▶ _TASK GOAL_: Could you please find each line in the records that contains the word "roads" and copy it?

▶ _THE DATA_:
================

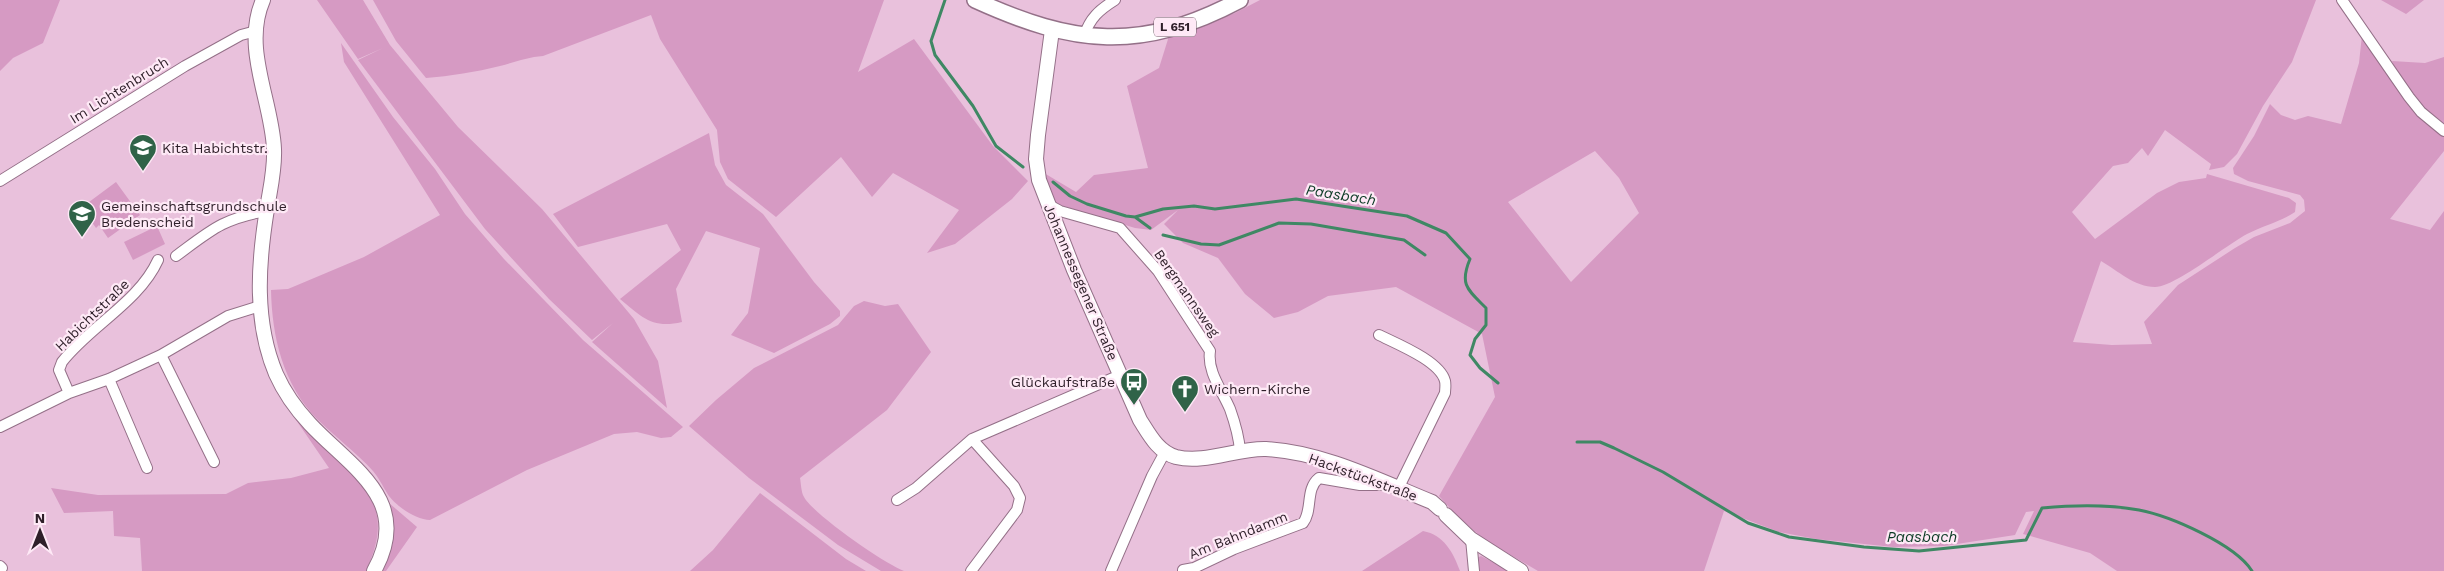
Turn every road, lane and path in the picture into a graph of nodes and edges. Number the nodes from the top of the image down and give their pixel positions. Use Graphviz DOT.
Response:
graph roads {
  1 [pos="263,0"];
  2 [pos="975,0"];
  3 [pos="1115,0"];
  4 [pos="1240,0"];
  5 [pos="2342,0"];
  6 [pos="1052,30"];
  7 [pos="256,31"];
  8 [pos="1084,36"];
  9 [pos="2444,131"];
  10 [pos="0,180"];
  11 [pos="1049,205"];
  12 [pos="267,211"];
  13 [pos="176,256"];
  14 [pos="158,260"];
  15 [pos="260,306"];
  16 [pos="1379,335"];
  17 [pos="161,355"];
  18 [pos="1120,375"];
  19 [pos="108,379"];
  20 [pos="69,393"];
  21 [pos="0,427"];
  22 [pos="972,439"];
  23 [pos="1165,452"];
  24 [pos="1240,452"];
  25 [pos="214,462"];
  26 [pos="148,468"];
  27 [pos="1393,487"];
  28 [pos="897,500"];
  29 [pos="1471,539"];
  30 [pos="1182,570"];
  31 [pos="374,571"];
  32 [pos="971,571"];
  33 [pos="1111,571"];
  34 [pos="1474,571"];
  35 [pos="1521,571"];
  1 -- 7 [label="street"];
  2 -- 6 [label="main road, L 651"];
  3 -- 8 [label="street"];
  4 -- 8 [label="main road, L 651"];
  5 -- 9 [label="street"];
  6 -- 8 [label="main road, L 651"];
  6 -- 11 [label="street, Johannessegener Straße"];
  7 -- 10 [label="street, Im Lichtenbruch"];
  7 -- 12 [label="street"];
  11 -- 18 [label="street, Johannessegener Straße"];
  11 -- 24 [label="street, Bergmannsweg"];
  12 -- 13 [label="street"];
  12 -- 15 [label="street"];
  14 -- 20 [label="street, Habichtstraße"];
  15 -- 17 [label="street"];
  15 -- 31 [label="street"];
  16 -- 27 [label="street"];
  17 -- 19 [label="street"];
  17 -- 25 [label="street"];
  18 -- 22 [label="street"];
  18 -- 23 [label="street, Johannessegener Straße"];
  19 -- 20 [label="street"];
  19 -- 26 [label="street"];
  20 -- 21 [label="street"];
  22 -- 28 [label="street"];
  22 -- 32 [label="street"];
  23 -- 24 [label="street, Hackstückstraße"];
  23 -- 33 [label="street"];
  24 -- 27 [label="street, Hackstückstraße"];
  27 -- 29 [label="street, Hackstückstraße"];
  27 -- 30 [label="street, Am Bahndamm"];
  29 -- 34 [label="street"];
  29 -- 35 [label="street, Hackstückstraße"];
}
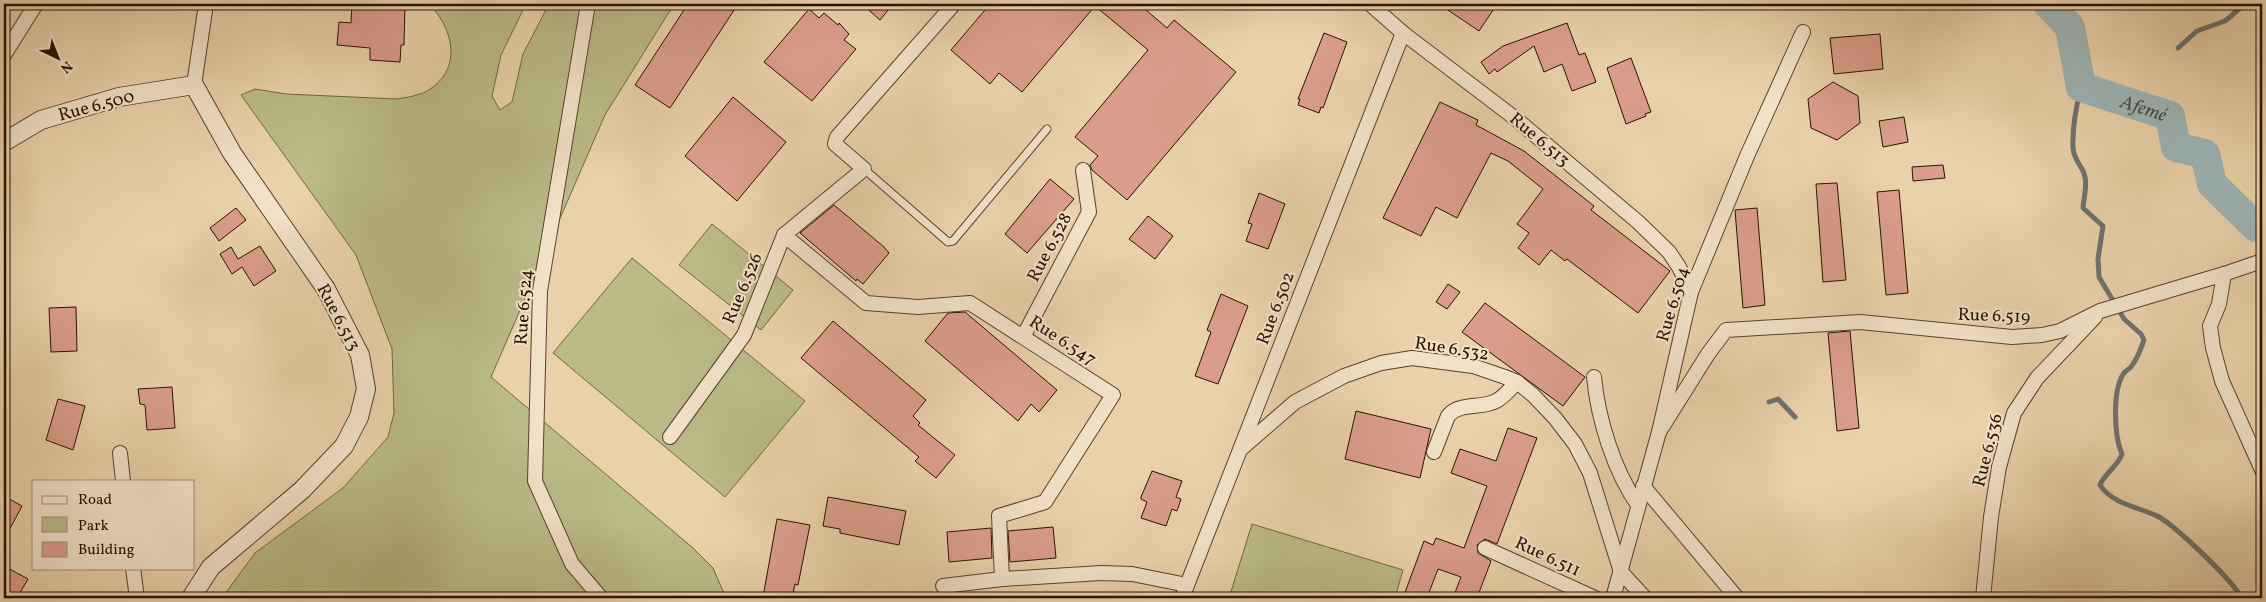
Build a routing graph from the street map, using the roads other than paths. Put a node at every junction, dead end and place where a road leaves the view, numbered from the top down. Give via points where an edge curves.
1 (36, 4) edge
2 (206, 4) edge
3 (588, 4) edge
4 (954, 4) edge
5 (1370, 4) edge
6 (1403, 32) junction
7 (1803, 32) dead end
8 (4, 55) edge
9 (194, 85) junction
10 (1047, 129) dead end
11 (4, 142) edge
12 (864, 169) junction
13 (1083, 170) dead end
14 (784, 235) junction
15 (2262, 261) edge
16 (2224, 274) junction
17 (1691, 292) junction
18 (2100, 311) junction
19 (1023, 337) junction
20 (1594, 377) dead end
21 (1517, 382) junction
22 (1659, 432) junction
23 (670, 437) dead end
24 (1239, 451) junction
25 (1434, 452) dead end
26 (120, 453) dead end
27 (2262, 470) edge
28 (123, 480) edge
29 (1643, 486) junction
30 (1638, 505) junction
31 (1486, 548) dead end
32 (133, 570) edge
33 (1621, 572) junction
34 (1002, 579) junction
35 (943, 586) dead end
36 (1184, 592) edge
37 (137, 598) edge
38 (191, 598) edge
39 (601, 598) edge
40 (1595, 598) edge
41 (1614, 598) edge
42 (1645, 598) edge
43 (1737, 598) edge
44 (1982, 598) edge

1 - 8 street
2 - 9 street
3 - 39 street, Rue 6.524 via 540,291 535,481 572,564
4 - 12 street via 835,140 838,147
5 - 6 street, Rue 6.513
6 - 17 street, Rue 6.513 via 1516,119 1638,222 1670,252
6 - 24 street, Rue 6.502
7 - 17 street, Rue 6.504
9 - 11 street, Rue 6.500 via 119,97 41,120
9 - 38 street, Rue 6.513 via 232,153 326,289 360,355 366,390 359,417 344,446 302,490 211,567
10 - 12 lane via 956,239 948,242
12 - 14 street, Rue 6.526
13 - 19 street, Rue 6.528 via 1089,212
14 - 19 street, Rue 6.547 via 866,303 918,307 970,303
14 - 23 street, Rue 6.526 via 744,335
15 - 16 street
16 - 18 street, Rue 6.519
16 - 27 street via 2210,326 2213,348 2222,381
17 - 22 street, Rue 6.504
18 - 22 street, Rue 6.519 via 2060,330 2012,337 1860,322 1726,330
18 - 44 street, Rue 6.536 via 2037,378 2014,413 1993,500
19 - 34 street, Rue 6.547 via 1113,395 1045,502 999,516
20 - 30 street via 1614,458 1626,488
21 - 24 street, Rue 6.532 via 1473,366 1412,358 1381,363 1344,376 1295,402
21 - 25 street via 1495,402 1452,411
21 - 33 street, Rue 6.532 via 1555,418 1575,444 1590,473
22 - 29 street, Rue 6.504
24 - 36 street, Rue 6.502
26 - 28 street
29 - 30 street, Rue 6.504
29 - 43 street
30 - 33 street, Rue 6.504
31 - 40 street, Rue 6.511
32 - 37 street
33 - 41 street, Rue 6.504
33 - 42 street, Rue 6.532
34 - 35 street
34 - 36 street via 1132,574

================

▶ _RESPONSE FOR THIS EXERCISE_:
graph roads {
Build a routing graph from the street map, using the roads other than paths. Put a node at every junction, dead end and place where a road leaves the view, numbered from the top down. Give via points where an edge curves.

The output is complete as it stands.